• Material supplied:
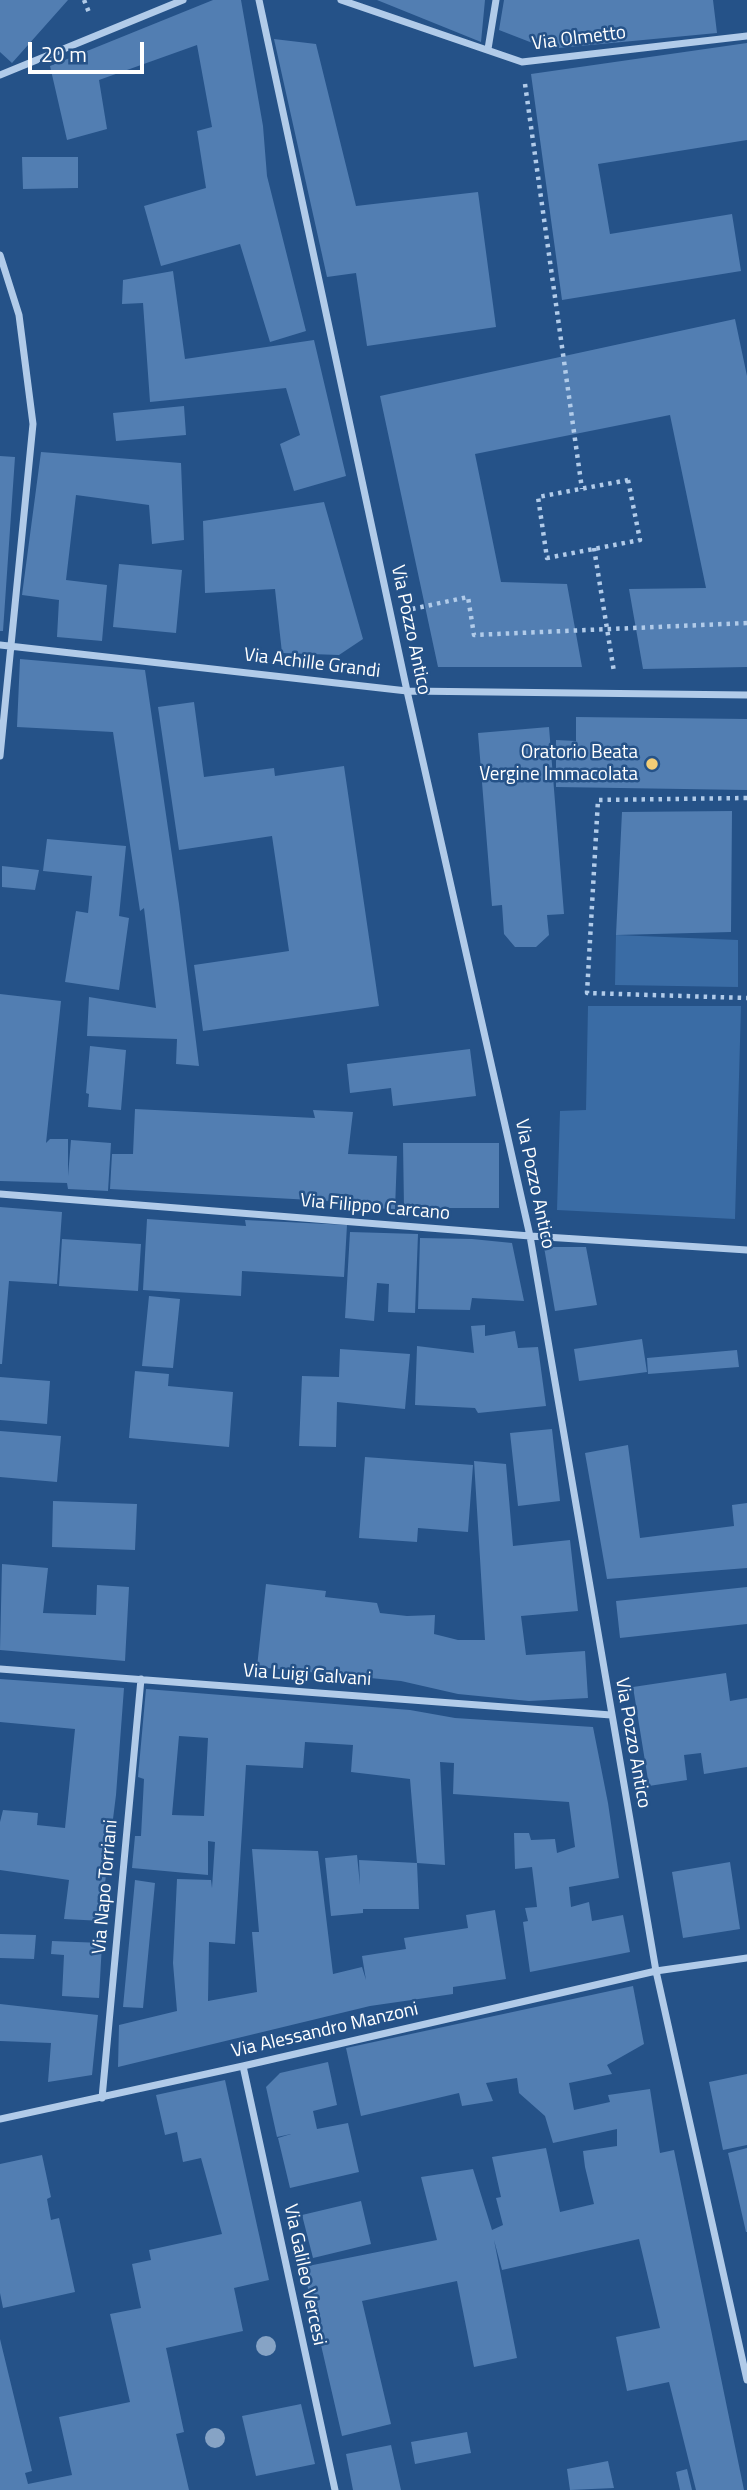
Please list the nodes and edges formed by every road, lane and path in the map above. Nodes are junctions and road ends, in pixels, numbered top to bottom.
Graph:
1 (183, 0) edge
2 (259, 0) edge
3 (341, 0) edge
4 (496, 0) edge
5 (747, 36) edge
6 (488, 49) junction
7 (522, 62) junction
8 (0, 75) edge
9 (0, 255) edge
10 (582, 489) junction
11 (594, 548) junction
12 (390, 613) junction
13 (747, 623) edge
14 (607, 629) junction
15 (0, 645) edge
16 (11, 645) junction
17 (407, 691) junction
18 (617, 693) junction
19 (747, 695) edge
20 (0, 756) edge
21 (747, 799) edge
22 (747, 998) edge
23 (0, 1194) edge
24 (530, 1236) junction
25 (747, 1250) edge
26 (0, 1669) edge
27 (141, 1679) junction
28 (611, 1715) junction
29 (747, 1958) edge
30 (656, 1971) junction
31 (243, 2066) junction
32 (102, 2098) junction
33 (0, 2119) edge
34 (747, 2380) edge
35 (335, 2490) edge

1 - 8 street
2 - 12 street, Via Pozzo Antico
3 - 6 street, Via Olmetto
4 - 6 street
5 - 7 street, Via Olmetto
6 - 7 street, Via Olmetto
7 - 10 path
9 - 16 street
10 - 11 path
10 - 11 path
11 - 14 path
12 - 14 path
12 - 17 street, Via Pozzo Antico
13 - 14 path
14 - 18 path
15 - 16 street, Via Achille Grandi
16 - 17 street, Via Achille Grandi
16 - 20 street
17 - 18 street, Via Achille Grandi
17 - 24 street, Via Pozzo Antico
18 - 19 street, Via Achille Grandi
21 - 22 path
23 - 24 street, Via Filippo Carcano
24 - 25 street, Via Filippo Carcano
24 - 28 street, Via Pozzo Antico
26 - 27 street, Via Luigi Galvani
27 - 28 street, Via Luigi Galvani
27 - 32 street, Via Napo Torriani
28 - 30 street, Via Pozzo Antico
29 - 30 street, Via Alessandro Manzoni
30 - 31 street, Via Alessandro Manzoni
30 - 34 street, Via Pozzo Antico
31 - 32 street, Via Alessandro Manzoni
31 - 35 street, Via Galileo Vercesi
32 - 33 street, Via Alessandro Manzoni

• To do: Return the material above in exact form. Pictures stay out.

• Answer section:
Please list the nodes and edges formed by every road, lane and path in the map above. Nodes are junctions and road ends, in pixels, numbered top to bottom.
Graph:
1 (183, 0) edge
2 (259, 0) edge
3 (341, 0) edge
4 (496, 0) edge
5 (747, 36) edge
6 (488, 49) junction
7 (522, 62) junction
8 (0, 75) edge
9 (0, 255) edge
10 (582, 489) junction
11 (594, 548) junction
12 (390, 613) junction
13 (747, 623) edge
14 (607, 629) junction
15 (0, 645) edge
16 (11, 645) junction
17 (407, 691) junction
18 (617, 693) junction
19 (747, 695) edge
20 (0, 756) edge
21 (747, 799) edge
22 (747, 998) edge
23 (0, 1194) edge
24 (530, 1236) junction
25 (747, 1250) edge
26 (0, 1669) edge
27 (141, 1679) junction
28 (611, 1715) junction
29 (747, 1958) edge
30 (656, 1971) junction
31 (243, 2066) junction
32 (102, 2098) junction
33 (0, 2119) edge
34 (747, 2380) edge
35 (335, 2490) edge

1 - 8 street
2 - 12 street, Via Pozzo Antico
3 - 6 street, Via Olmetto
4 - 6 street
5 - 7 street, Via Olmetto
6 - 7 street, Via Olmetto
7 - 10 path
9 - 16 street
10 - 11 path
10 - 11 path
11 - 14 path
12 - 14 path
12 - 17 street, Via Pozzo Antico
13 - 14 path
14 - 18 path
15 - 16 street, Via Achille Grandi
16 - 17 street, Via Achille Grandi
16 - 20 street
17 - 18 street, Via Achille Grandi
17 - 24 street, Via Pozzo Antico
18 - 19 street, Via Achille Grandi
21 - 22 path
23 - 24 street, Via Filippo Carcano
24 - 25 street, Via Filippo Carcano
24 - 28 street, Via Pozzo Antico
26 - 27 street, Via Luigi Galvani
27 - 28 street, Via Luigi Galvani
27 - 32 street, Via Napo Torriani
28 - 30 street, Via Pozzo Antico
29 - 30 street, Via Alessandro Manzoni
30 - 31 street, Via Alessandro Manzoni
30 - 34 street, Via Pozzo Antico
31 - 32 street, Via Alessandro Manzoni
31 - 35 street, Via Galileo Vercesi
32 - 33 street, Via Alessandro Manzoni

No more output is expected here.